▶ **Dataset excerpts**
******************************
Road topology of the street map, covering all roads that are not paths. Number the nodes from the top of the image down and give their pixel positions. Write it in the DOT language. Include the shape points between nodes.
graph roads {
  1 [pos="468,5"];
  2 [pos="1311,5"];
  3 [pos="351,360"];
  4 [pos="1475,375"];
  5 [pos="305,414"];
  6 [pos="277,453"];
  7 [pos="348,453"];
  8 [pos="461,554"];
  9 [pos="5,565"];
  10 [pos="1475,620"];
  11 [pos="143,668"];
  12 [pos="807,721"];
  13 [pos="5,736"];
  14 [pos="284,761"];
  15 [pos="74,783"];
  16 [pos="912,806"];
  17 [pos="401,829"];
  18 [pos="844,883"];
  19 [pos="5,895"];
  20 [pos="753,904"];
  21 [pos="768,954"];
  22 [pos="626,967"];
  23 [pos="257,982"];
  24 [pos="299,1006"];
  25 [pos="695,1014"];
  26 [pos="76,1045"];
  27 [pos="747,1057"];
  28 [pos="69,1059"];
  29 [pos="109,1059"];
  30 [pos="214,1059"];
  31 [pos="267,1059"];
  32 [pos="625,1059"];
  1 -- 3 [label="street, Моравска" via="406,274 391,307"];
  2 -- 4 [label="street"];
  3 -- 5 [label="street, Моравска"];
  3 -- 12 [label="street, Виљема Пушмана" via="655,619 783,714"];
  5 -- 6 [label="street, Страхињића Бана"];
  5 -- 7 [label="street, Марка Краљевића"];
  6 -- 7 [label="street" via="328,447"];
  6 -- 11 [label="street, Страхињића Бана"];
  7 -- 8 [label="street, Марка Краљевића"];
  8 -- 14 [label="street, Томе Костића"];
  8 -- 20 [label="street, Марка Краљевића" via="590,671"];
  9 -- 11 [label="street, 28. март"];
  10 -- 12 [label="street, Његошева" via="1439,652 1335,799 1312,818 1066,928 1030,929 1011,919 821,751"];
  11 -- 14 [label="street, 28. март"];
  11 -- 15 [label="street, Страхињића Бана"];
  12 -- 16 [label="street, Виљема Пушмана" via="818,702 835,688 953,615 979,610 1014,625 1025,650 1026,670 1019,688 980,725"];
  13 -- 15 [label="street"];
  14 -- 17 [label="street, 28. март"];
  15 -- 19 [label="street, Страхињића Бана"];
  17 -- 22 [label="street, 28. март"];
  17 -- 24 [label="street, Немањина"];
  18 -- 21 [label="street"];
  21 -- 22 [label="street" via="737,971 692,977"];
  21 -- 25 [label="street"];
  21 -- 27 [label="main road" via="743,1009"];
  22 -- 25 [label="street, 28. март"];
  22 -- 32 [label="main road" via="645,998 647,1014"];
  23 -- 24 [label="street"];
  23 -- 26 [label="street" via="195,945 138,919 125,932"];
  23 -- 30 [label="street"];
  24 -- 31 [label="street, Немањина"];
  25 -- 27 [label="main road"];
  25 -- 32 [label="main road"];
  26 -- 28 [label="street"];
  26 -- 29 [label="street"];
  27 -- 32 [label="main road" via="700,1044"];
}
******************************
▶ **Task statement**
From the entries above, collect every line with the string "Моравска" in it.

▶ **Output for this exercise**
  1 -- 3 [label="street, Моравска" via="406,274 391,307"];
  3 -- 5 [label="street, Моравска"];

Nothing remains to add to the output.